▶ _Exercise aim_
Each entry that follows should be retyped exactly.

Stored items
——————————

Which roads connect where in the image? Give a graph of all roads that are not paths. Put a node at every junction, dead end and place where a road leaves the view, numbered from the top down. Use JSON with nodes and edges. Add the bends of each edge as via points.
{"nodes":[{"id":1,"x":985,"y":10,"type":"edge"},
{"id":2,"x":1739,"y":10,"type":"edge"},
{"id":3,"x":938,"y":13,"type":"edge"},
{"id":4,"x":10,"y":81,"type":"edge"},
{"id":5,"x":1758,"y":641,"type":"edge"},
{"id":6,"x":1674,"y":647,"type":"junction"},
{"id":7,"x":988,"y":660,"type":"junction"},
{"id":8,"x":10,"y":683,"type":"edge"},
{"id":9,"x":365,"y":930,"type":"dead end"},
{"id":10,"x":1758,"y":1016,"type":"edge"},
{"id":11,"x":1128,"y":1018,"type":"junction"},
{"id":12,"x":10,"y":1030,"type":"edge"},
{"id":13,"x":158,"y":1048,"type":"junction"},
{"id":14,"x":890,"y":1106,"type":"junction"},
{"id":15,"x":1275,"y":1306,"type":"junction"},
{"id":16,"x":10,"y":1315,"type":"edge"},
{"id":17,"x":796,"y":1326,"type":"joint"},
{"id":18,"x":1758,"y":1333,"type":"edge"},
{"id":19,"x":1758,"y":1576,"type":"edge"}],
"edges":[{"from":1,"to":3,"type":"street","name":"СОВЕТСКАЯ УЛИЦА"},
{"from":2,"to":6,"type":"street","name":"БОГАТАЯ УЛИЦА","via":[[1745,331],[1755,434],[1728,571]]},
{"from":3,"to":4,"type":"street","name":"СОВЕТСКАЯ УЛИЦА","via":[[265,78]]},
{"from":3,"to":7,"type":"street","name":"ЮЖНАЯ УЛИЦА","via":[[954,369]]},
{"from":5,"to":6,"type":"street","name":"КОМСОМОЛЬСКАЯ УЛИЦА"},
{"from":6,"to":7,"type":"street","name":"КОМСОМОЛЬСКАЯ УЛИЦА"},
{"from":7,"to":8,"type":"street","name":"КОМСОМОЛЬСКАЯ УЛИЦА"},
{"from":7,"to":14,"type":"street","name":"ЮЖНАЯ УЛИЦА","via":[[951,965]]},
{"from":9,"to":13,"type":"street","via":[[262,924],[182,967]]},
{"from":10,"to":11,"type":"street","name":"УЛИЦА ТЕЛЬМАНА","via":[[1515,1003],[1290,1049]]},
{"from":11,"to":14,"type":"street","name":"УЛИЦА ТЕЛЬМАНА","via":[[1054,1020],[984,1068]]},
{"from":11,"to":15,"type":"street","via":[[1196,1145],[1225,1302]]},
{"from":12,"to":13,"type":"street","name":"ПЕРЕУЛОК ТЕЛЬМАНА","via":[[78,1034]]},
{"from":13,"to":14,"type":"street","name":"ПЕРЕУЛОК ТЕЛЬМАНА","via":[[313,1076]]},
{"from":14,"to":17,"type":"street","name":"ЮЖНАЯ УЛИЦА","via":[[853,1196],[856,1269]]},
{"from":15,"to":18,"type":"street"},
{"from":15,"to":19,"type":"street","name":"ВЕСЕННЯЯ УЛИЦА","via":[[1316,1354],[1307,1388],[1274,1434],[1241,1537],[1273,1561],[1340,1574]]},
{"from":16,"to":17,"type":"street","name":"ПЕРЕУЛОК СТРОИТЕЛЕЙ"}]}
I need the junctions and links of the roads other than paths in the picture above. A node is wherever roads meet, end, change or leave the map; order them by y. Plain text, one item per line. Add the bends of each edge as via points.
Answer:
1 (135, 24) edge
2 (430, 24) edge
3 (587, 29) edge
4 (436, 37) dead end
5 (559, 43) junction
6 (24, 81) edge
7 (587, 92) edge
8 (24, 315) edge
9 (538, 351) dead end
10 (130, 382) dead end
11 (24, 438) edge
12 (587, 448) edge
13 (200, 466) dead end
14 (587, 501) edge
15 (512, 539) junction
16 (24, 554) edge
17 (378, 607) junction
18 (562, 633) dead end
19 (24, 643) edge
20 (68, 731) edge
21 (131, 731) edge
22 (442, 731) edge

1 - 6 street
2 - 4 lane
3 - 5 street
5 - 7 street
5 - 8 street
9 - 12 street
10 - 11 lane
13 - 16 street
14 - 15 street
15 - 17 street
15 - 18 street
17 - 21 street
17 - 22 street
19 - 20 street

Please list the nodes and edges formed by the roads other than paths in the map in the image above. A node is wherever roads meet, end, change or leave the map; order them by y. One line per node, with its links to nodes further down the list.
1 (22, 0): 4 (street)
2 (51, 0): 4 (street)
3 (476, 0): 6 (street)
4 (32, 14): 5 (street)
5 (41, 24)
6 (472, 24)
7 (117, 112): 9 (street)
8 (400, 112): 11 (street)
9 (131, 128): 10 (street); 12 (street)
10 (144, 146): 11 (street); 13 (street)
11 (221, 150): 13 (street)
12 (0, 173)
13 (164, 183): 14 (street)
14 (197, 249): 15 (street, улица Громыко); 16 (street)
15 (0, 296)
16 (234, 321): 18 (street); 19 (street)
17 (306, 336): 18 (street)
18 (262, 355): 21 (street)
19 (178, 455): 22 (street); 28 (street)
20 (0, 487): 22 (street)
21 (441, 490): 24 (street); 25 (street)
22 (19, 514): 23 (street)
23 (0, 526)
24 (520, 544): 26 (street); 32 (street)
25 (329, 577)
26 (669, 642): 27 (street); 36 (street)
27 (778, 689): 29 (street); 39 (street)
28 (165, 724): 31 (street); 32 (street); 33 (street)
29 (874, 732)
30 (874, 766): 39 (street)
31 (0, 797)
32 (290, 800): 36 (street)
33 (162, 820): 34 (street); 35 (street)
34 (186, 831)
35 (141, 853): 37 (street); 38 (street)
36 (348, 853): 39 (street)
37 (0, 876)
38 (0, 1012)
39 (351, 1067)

——————————

▶ _Solution for this task_
Which roads connect where in the image? Give a graph of all roads that are not paths. Put a node at every junction, dead end and place where a road leaves the view, numbered from the top down. Use JSON with nodes and edges. Add the bends of each edge as via points.
{"nodes":[{"id":1,"x":985,"y":10,"type":"edge"},
{"id":2,"x":1739,"y":10,"type":"edge"},
{"id":3,"x":938,"y":13,"type":"edge"},
{"id":4,"x":10,"y":81,"type":"edge"},
{"id":5,"x":1758,"y":641,"type":"edge"},
{"id":6,"x":1674,"y":647,"type":"junction"},
{"id":7,"x":988,"y":660,"type":"junction"},
{"id":8,"x":10,"y":683,"type":"edge"},
{"id":9,"x":365,"y":930,"type":"dead end"},
{"id":10,"x":1758,"y":1016,"type":"edge"},
{"id":11,"x":1128,"y":1018,"type":"junction"},
{"id":12,"x":10,"y":1030,"type":"edge"},
{"id":13,"x":158,"y":1048,"type":"junction"},
{"id":14,"x":890,"y":1106,"type":"junction"},
{"id":15,"x":1275,"y":1306,"type":"junction"},
{"id":16,"x":10,"y":1315,"type":"edge"},
{"id":17,"x":796,"y":1326,"type":"joint"},
{"id":18,"x":1758,"y":1333,"type":"edge"},
{"id":19,"x":1758,"y":1576,"type":"edge"}],
"edges":[{"from":1,"to":3,"type":"street","name":"СОВЕТСКАЯ УЛИЦА"},
{"from":2,"to":6,"type":"street","name":"БОГАТАЯ УЛИЦА","via":[[1745,331],[1755,434],[1728,571]]},
{"from":3,"to":4,"type":"street","name":"СОВЕТСКАЯ УЛИЦА","via":[[265,78]]},
{"from":3,"to":7,"type":"street","name":"ЮЖНАЯ УЛИЦА","via":[[954,369]]},
{"from":5,"to":6,"type":"street","name":"КОМСОМОЛЬСКАЯ УЛИЦА"},
{"from":6,"to":7,"type":"street","name":"КОМСОМОЛЬСКАЯ УЛИЦА"},
{"from":7,"to":8,"type":"street","name":"КОМСОМОЛЬСКАЯ УЛИЦА"},
{"from":7,"to":14,"type":"street","name":"ЮЖНАЯ УЛИЦА","via":[[951,965]]},
{"from":9,"to":13,"type":"street","via":[[262,924],[182,967]]},
{"from":10,"to":11,"type":"street","name":"УЛИЦА ТЕЛЬМАНА","via":[[1515,1003],[1290,1049]]},
{"from":11,"to":14,"type":"street","name":"УЛИЦА ТЕЛЬМАНА","via":[[1054,1020],[984,1068]]},
{"from":11,"to":15,"type":"street","via":[[1196,1145],[1225,1302]]},
{"from":12,"to":13,"type":"street","name":"ПЕРЕУЛОК ТЕЛЬМАНА","via":[[78,1034]]},
{"from":13,"to":14,"type":"street","name":"ПЕРЕУЛОК ТЕЛЬМАНА","via":[[313,1076]]},
{"from":14,"to":17,"type":"street","name":"ЮЖНАЯ УЛИЦА","via":[[853,1196],[856,1269]]},
{"from":15,"to":18,"type":"street"},
{"from":15,"to":19,"type":"street","name":"ВЕСЕННЯЯ УЛИЦА","via":[[1316,1354],[1307,1388],[1274,1434],[1241,1537],[1273,1561],[1340,1574]]},
{"from":16,"to":17,"type":"street","name":"ПЕРЕУЛОК СТРОИТЕЛЕЙ"}]}
I need the junctions and links of the roads other than paths in the picture above. A node is wherever roads meet, end, change or leave the map; order them by y. Plain text, one item per line. Add the bends of each edge as via points.
Answer:
1 (135, 24) edge
2 (430, 24) edge
3 (587, 29) edge
4 (436, 37) dead end
5 (559, 43) junction
6 (24, 81) edge
7 (587, 92) edge
8 (24, 315) edge
9 (538, 351) dead end
10 (130, 382) dead end
11 (24, 438) edge
12 (587, 448) edge
13 (200, 466) dead end
14 (587, 501) edge
15 (512, 539) junction
16 (24, 554) edge
17 (378, 607) junction
18 (562, 633) dead end
19 (24, 643) edge
20 (68, 731) edge
21 (131, 731) edge
22 (442, 731) edge

1 - 6 street
2 - 4 lane
3 - 5 street
5 - 7 street
5 - 8 street
9 - 12 street
10 - 11 lane
13 - 16 street
14 - 15 street
15 - 17 street
15 - 18 street
17 - 21 street
17 - 22 street
19 - 20 street

Please list the nodes and edges formed by the roads other than paths in the map in the image above. A node is wherever roads meet, end, change or leave the map; order them by y. One line per node, with its links to nodes further down the list.
1 (22, 0): 4 (street)
2 (51, 0): 4 (street)
3 (476, 0): 6 (street)
4 (32, 14): 5 (street)
5 (41, 24)
6 (472, 24)
7 (117, 112): 9 (street)
8 (400, 112): 11 (street)
9 (131, 128): 10 (street); 12 (street)
10 (144, 146): 11 (street); 13 (street)
11 (221, 150): 13 (street)
12 (0, 173)
13 (164, 183): 14 (street)
14 (197, 249): 15 (street, улица Громыко); 16 (street)
15 (0, 296)
16 (234, 321): 18 (street); 19 (street)
17 (306, 336): 18 (street)
18 (262, 355): 21 (street)
19 (178, 455): 22 (street); 28 (street)
20 (0, 487): 22 (street)
21 (441, 490): 24 (street); 25 (street)
22 (19, 514): 23 (street)
23 (0, 526)
24 (520, 544): 26 (street); 32 (street)
25 (329, 577)
26 (669, 642): 27 (street); 36 (street)
27 (778, 689): 29 (street); 39 (street)
28 (165, 724): 31 (street); 32 (street); 33 (street)
29 (874, 732)
30 (874, 766): 39 (street)
31 (0, 797)
32 (290, 800): 36 (street)
33 (162, 820): 34 (street); 35 (street)
34 (186, 831)
35 (141, 853): 37 (street); 38 (street)
36 (348, 853): 39 (street)
37 (0, 876)
38 (0, 1012)
39 (351, 1067)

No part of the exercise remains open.